Ashtabula workers give GOP rep an earful

JEFFERSON, Ohio - "Create jobs, don't destroy them!," so stated Ashtabula County AFL-CIO President Ray Gruber at a demonstration held here, Monday, Feb. 28. The demonstration was held to protest Ohio's Senate Bill 5, which, if passed, would destroy collective bargaining for public workers.

The Ohio Education Association in conjunction with other area labor unions organized the demonstration and rally. Newly elected Republican State Representative Casey Kozlowski held a town hall meeting at Jefferson's Henderson Library to "hear from my constituents." Four hundred  "constituents" turned out to tell him what they think about SB-5.

Teachers, school classified workers, state, municipal, and other union members and retirees marched, shouted slogans, carried signs supporting their unions and denouncing "union-busting" by Ohio's Governor John Kasich.

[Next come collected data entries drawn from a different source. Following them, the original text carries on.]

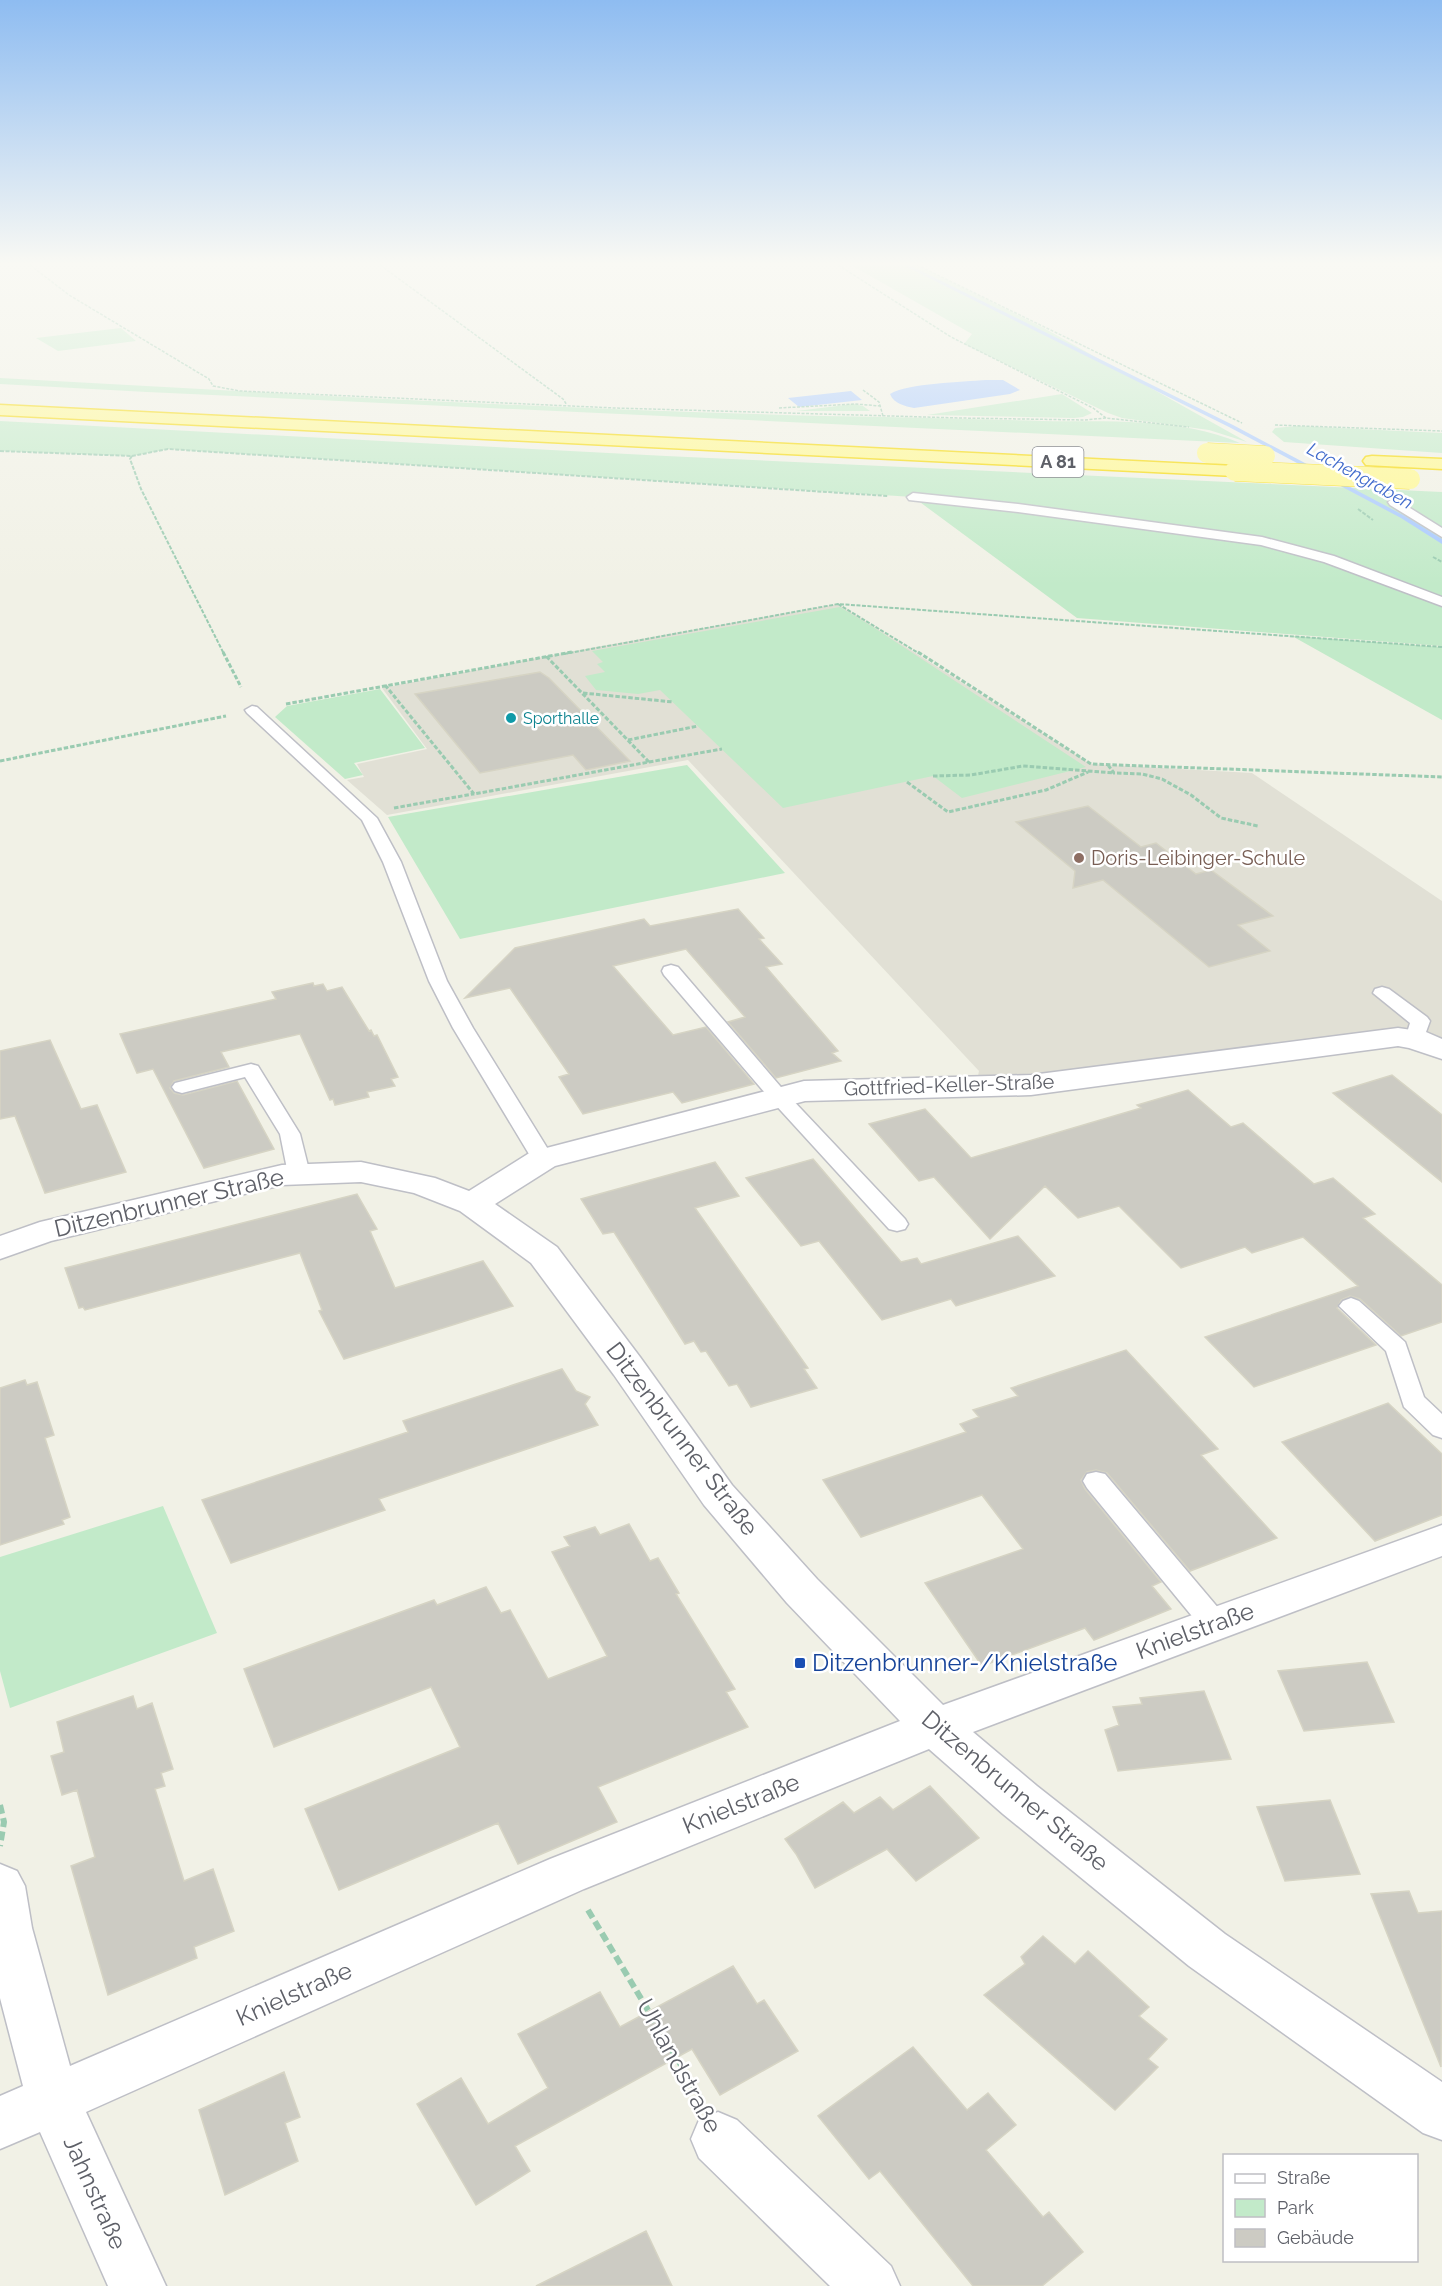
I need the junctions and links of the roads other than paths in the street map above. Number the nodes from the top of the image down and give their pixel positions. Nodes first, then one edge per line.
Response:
1 (0, 395) edge
2 (0, 410) edge
3 (1442, 464) edge
4 (1442, 480) edge
5 (913, 497) road end
6 (1394, 502) dead end
7 (1442, 533) edge
8 (1442, 602) edge
9 (252, 710) road end
10 (671, 971) dead end
11 (1382, 993) dead end
12 (1433, 1045) edge
13 (182, 1087) dead end
14 (779, 1097) junction
15 (543, 1159) junction
16 (299, 1174) junction
17 (472, 1204) junction
18 (897, 1224) dead end
19 (0, 1248) edge
20 (1351, 1306) dead end
21 (1442, 1429) edge
22 (1096, 1481) dead end
23 (1442, 1540) edge
24 (1215, 1624) junction
25 (935, 1727) junction
26 (0, 1886) edge
27 (53, 2100) junction
28 (1442, 2114) edge
29 (0, 2123) edge
30 (718, 2139) road end
31 (137, 2286) edge
32 (871, 2286) edge

1 - 3 highway, A 81, bridge
2 - 4 highway, A 81, bridge
5 - 8 lane
6 - 7 lane
9 - 15 lane
10 - 14 lane
11 - 12 lane
12 - 14 street, Gottfried-Keller-Straße
13 - 16 lane
14 - 15 street, Gottfried-Keller-Straße
14 - 18 lane
15 - 17 street, Gottfried-Keller-Straße
16 - 17 street, Ditzenbrunner Straße
16 - 19 street, Ditzenbrunner Straße
17 - 25 street, Ditzenbrunner Straße
20 - 21 lane
22 - 24 lane
23 - 24 street, Knielstraße
24 - 25 street, Knielstraße
25 - 27 street, Knielstraße
25 - 28 street, Ditzenbrunner Straße
26 - 27 street
27 - 29 street, Knielstraße
27 - 31 street, Jahnstraße
30 - 32 street, Uhlandstraße

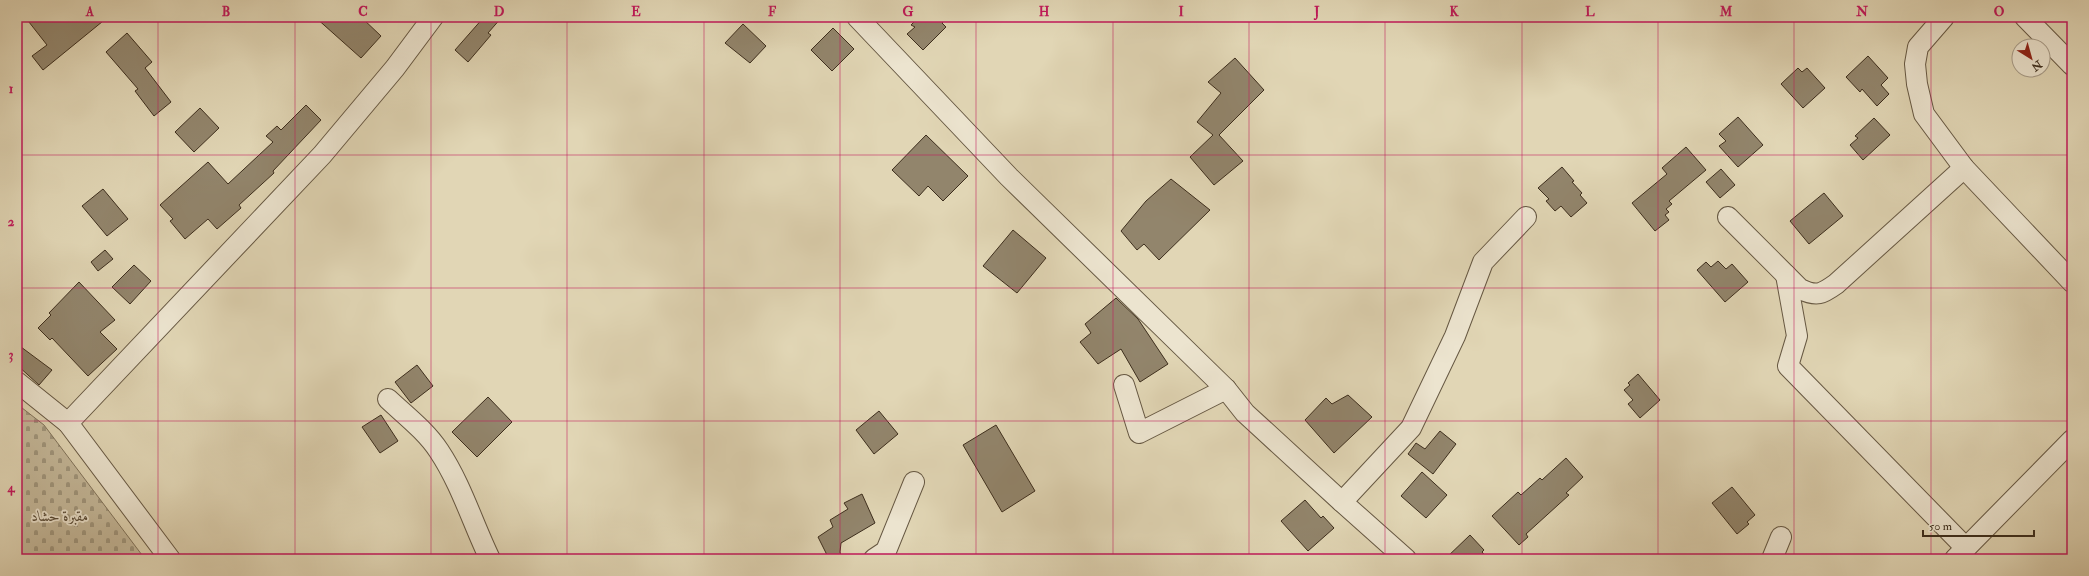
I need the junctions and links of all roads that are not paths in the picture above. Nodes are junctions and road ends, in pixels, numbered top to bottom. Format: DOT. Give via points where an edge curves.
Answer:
graph roads {
  1 [pos="433,17"];
  2 [pos="857,17"];
  3 [pos="1944,17"];
  4 [pos="2026,17"];
  5 [pos="2072,65"];
  6 [pos="1964,168"];
  7 [pos="1526,217"];
  8 [pos="1728,217"];
  9 [pos="1786,275"];
  10 [pos="2072,282"];
  11 [pos="17,382"];
  12 [pos="1124,385"];
  13 [pos="1226,389"];
  14 [pos="388,399"];
  15 [pos="68,423"];
  16 [pos="2072,440"];
  17 [pos="914,482"];
  18 [pos="1342,502"];
  19 [pos="1781,537"];
  20 [pos="1960,554"];
  21 [pos="170,559"];
  22 [pos="490,559"];
  23 [pos="874,559"];
  24 [pos="1406,559"];
  25 [pos="1772,559"];
  1 -- 15 [label="street" via="395,68 322,155"];
  2 -- 13 [label="street" via="1008,178"];
  3 -- 6 [label="street" via="1918,48 1915,64 1917,84 1924,114"];
  4 -- 5 [label="street"];
  6 -- 9 [label="street" via="1822,294 1810,294 1800,289"];
  6 -- 10 [label="street"];
  7 -- 18 [label="street" via="1483,262 1455,336 1411,428"];
  8 -- 9 [label="street"];
  9 -- 20 [label="street" via="1797,336 1788,366"];
  11 -- 15 [label="street"];
  12 -- 13 [label="street" via="1139,433"];
  13 -- 18 [label="street" via="1246,413"];
  14 -- 22 [label="street" via="439,451 454,478"];
  15 -- 21 [label="street"];
  16 -- 20 [label="street"];
  17 -- 23 [label="street" via="886,551"];
  18 -- 24 [label="street"];
  19 -- 25 [label="street"];
}
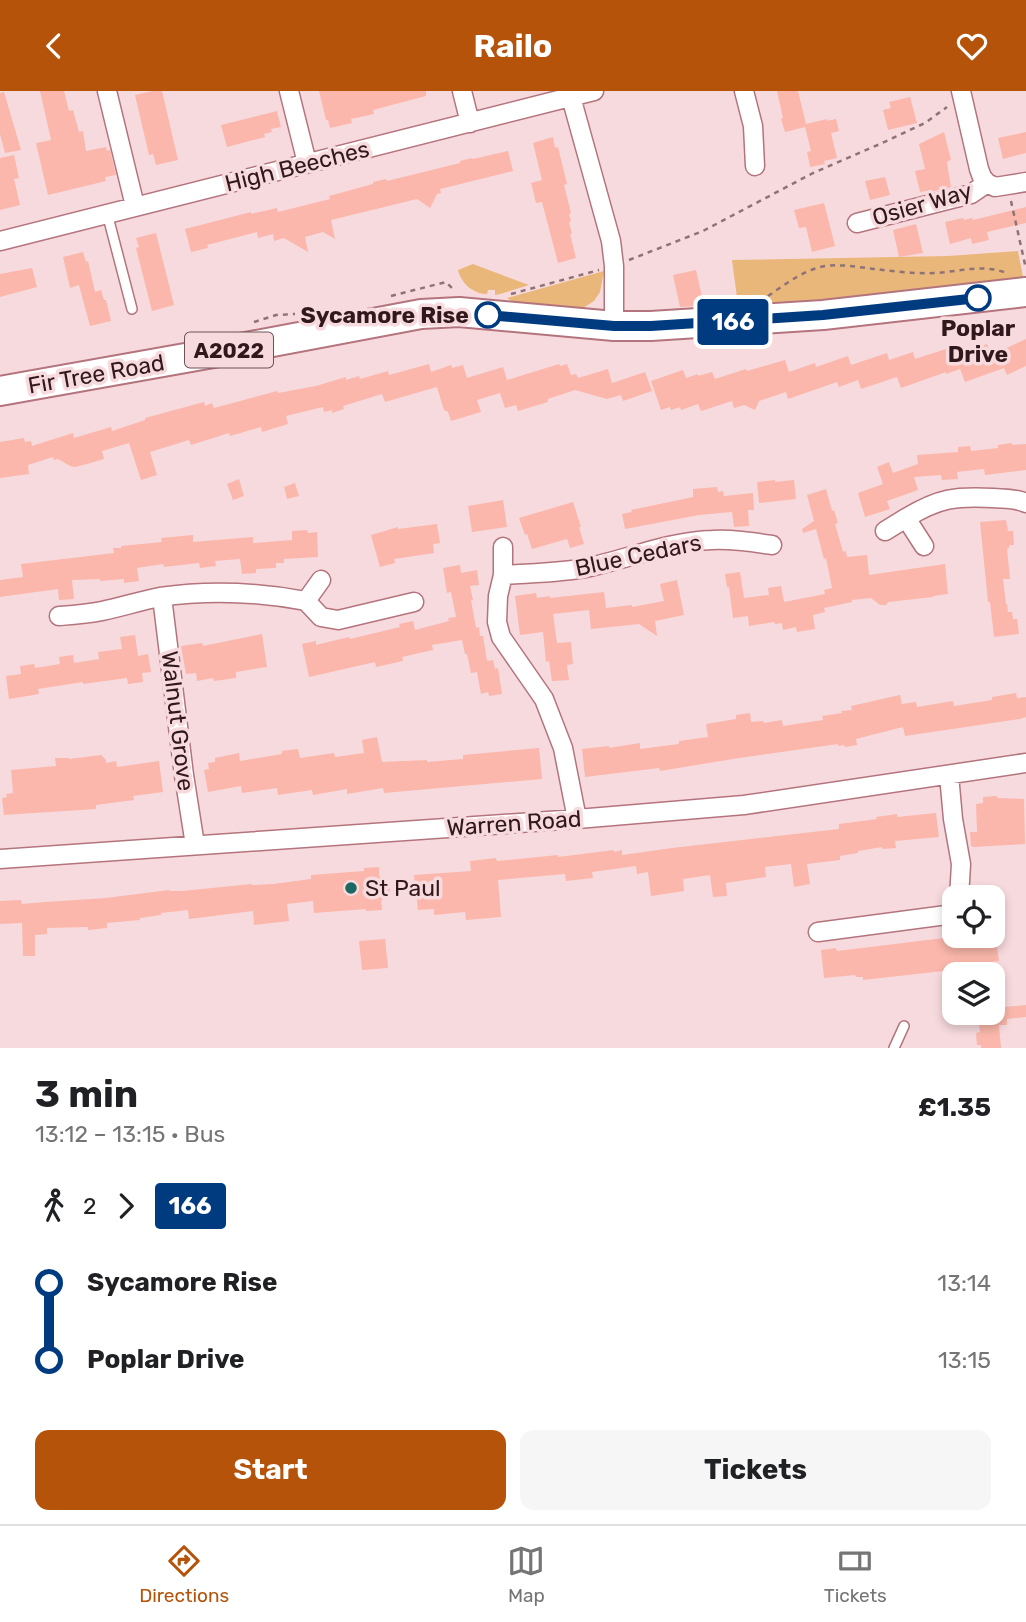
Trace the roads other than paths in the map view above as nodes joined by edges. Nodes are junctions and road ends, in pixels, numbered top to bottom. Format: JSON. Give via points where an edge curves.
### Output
{"nodes":[{"id":1,"x":107,"y":91,"type":"edge"},
{"id":2,"x":289,"y":91,"type":"edge"},
{"id":3,"x":462,"y":91,"type":"edge"},
{"id":4,"x":594,"y":91,"type":"edge"},
{"id":5,"x":744,"y":91,"type":"edge"},
{"id":6,"x":962,"y":93,"type":"edge"},
{"id":7,"x":570,"y":97,"type":"junction"},
{"id":8,"x":470,"y":123,"type":"junction"},
{"id":9,"x":307,"y":163,"type":"junction"},
{"id":10,"x":755,"y":166,"type":"dead end"},
{"id":11,"x":1026,"y":182,"type":"edge"},
{"id":12,"x":987,"y":183,"type":"junction"},
{"id":13,"x":135,"y":206,"type":"junction"},
{"id":14,"x":107,"y":213,"type":"junction"},
{"id":15,"x":857,"y":223,"type":"dead end"},
{"id":16,"x":0,"y":241,"type":"edge"},
{"id":17,"x":1017,"y":283,"type":"edge"},
{"id":18,"x":132,"y":309,"type":"dead end"},
{"id":19,"x":614,"y":326,"type":"junction"},
{"id":20,"x":0,"y":391,"type":"edge"},
{"id":21,"x":1026,"y":503,"type":"edge"},
{"id":22,"x":906,"y":518,"type":"junction"},
{"id":23,"x":885,"y":531,"type":"dead end"},
{"id":24,"x":772,"y":545,"type":"dead end"},
{"id":25,"x":925,"y":546,"type":"dead end"},
{"id":26,"x":503,"y":547,"type":"dead end"},
{"id":27,"x":503,"y":575,"type":"junction"},
{"id":28,"x":321,"y":580,"type":"dead end"},
{"id":29,"x":162,"y":597,"type":"junction"},
{"id":30,"x":306,"y":601,"type":"junction"},
{"id":31,"x":414,"y":602,"type":"dead end"},
{"id":32,"x":59,"y":616,"type":"dead end"},
{"id":33,"x":1026,"y":763,"type":"edge"},
{"id":34,"x":949,"y":775,"type":"junction"},
{"id":35,"x":577,"y":819,"type":"junction"},
{"id":36,"x":195,"y":845,"type":"junction"},
{"id":37,"x":0,"y":859,"type":"edge"},
{"id":38,"x":960,"y":885,"type":"edge"},
{"id":39,"x":942,"y":916,"type":"edge"},
{"id":40,"x":818,"y":932,"type":"dead end"},
{"id":41,"x":904,"y":1027,"type":"dead end"},
{"id":42,"x":894,"y":1048,"type":"edge"}],
"edges":[{"from":1,"to":13,"type":"street"},
{"from":2,"to":9,"type":"street"},
{"from":3,"to":8,"type":"street"},
{"from":4,"to":7,"type":"street","name":"High Beeches"},
{"from":5,"to":10,"type":"street","via":[[753,126]]},
{"from":6,"to":12,"type":"street","via":[[979,169]]},
{"from":7,"to":8,"type":"street","name":"High Beeches"},
{"from":7,"to":19,"type":"street","via":[[611,241]]},
{"from":8,"to":9,"type":"street","name":"High Beeches"},
{"from":9,"to":13,"type":"street","name":"High Beeches"},
{"from":11,"to":12,"type":"street","name":"Osier Way","via":[[995,187]]},
{"from":12,"to":15,"type":"street","name":"Osier Way","via":[[971,194]]},
{"from":13,"to":14,"type":"street","name":"High Beeches"},
{"from":14,"to":16,"type":"street","name":"High Beeches"},
{"from":14,"to":18,"type":"lane"},
{"from":17,"to":19,"type":"main road","name":"Fir Tree Road","number":"A2022","via":[[823,315]]},
{"from":19,"to":20,"type":"main road","name":"Fir Tree Road","number":"A2022","via":[[459,312],[421,314]]},
{"from":21,"to":22,"type":"street","via":[[950,498]]},
{"from":22,"to":23,"type":"street"},
{"from":22,"to":25,"type":"street"},
{"from":24,"to":27,"type":"street","name":"Blue Cedars","via":[[710,540],[591,567]]},
{"from":26,"to":27,"type":"street"},
{"from":27,"to":35,"type":"street","via":[[497,622],[501,637],[544,699],[562,748]]},
{"from":28,"to":30,"type":"street"},
{"from":29,"to":30,"type":"street","via":[[205,592]]},
{"from":29,"to":32,"type":"street"},
{"from":29,"to":36,"type":"street","name":"Walnut Grove"},
{"from":30,"to":31,"type":"street","via":[[321,617],[338,620]]},
{"from":33,"to":34,"type":"street","name":"Warren Road"},
{"from":34,"to":35,"type":"street","name":"Warren Road","via":[[744,805]]},
{"from":34,"to":38,"type":"street"},
{"from":35,"to":36,"type":"street","name":"Warren Road"},
{"from":36,"to":37,"type":"street","name":"Warren Road"},
{"from":39,"to":40,"type":"street"},
{"from":41,"to":42,"type":"lane"}]}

Nearly half of those present filed into the library and testified in front of Representative Kozlowski over a four-hour period, about the harm this bill would cause to them as individual workers and their families. Teachers and school workers pointed out they have not had a wage increase for many years due to the poor economy noting, "We are not the reason they have no money in the district."

Richard Downing, retired from the Department of Transportation, said the impact of SB-5 "would trickle down to workers who are not covered by collective bargaining, leaving all workers without a mechanism for addressing unfair practices."

The Ashtabula AFL-CIO and Retiree Council passed out a flyer that said: "Strong unions bring a good living to working families, more jobs and healthy business to local communities." The flyer also pointed out that the country enjoyed an economy that provided good living standards and good business profits when 37 percent of the total U.S. workforce belonged to unions.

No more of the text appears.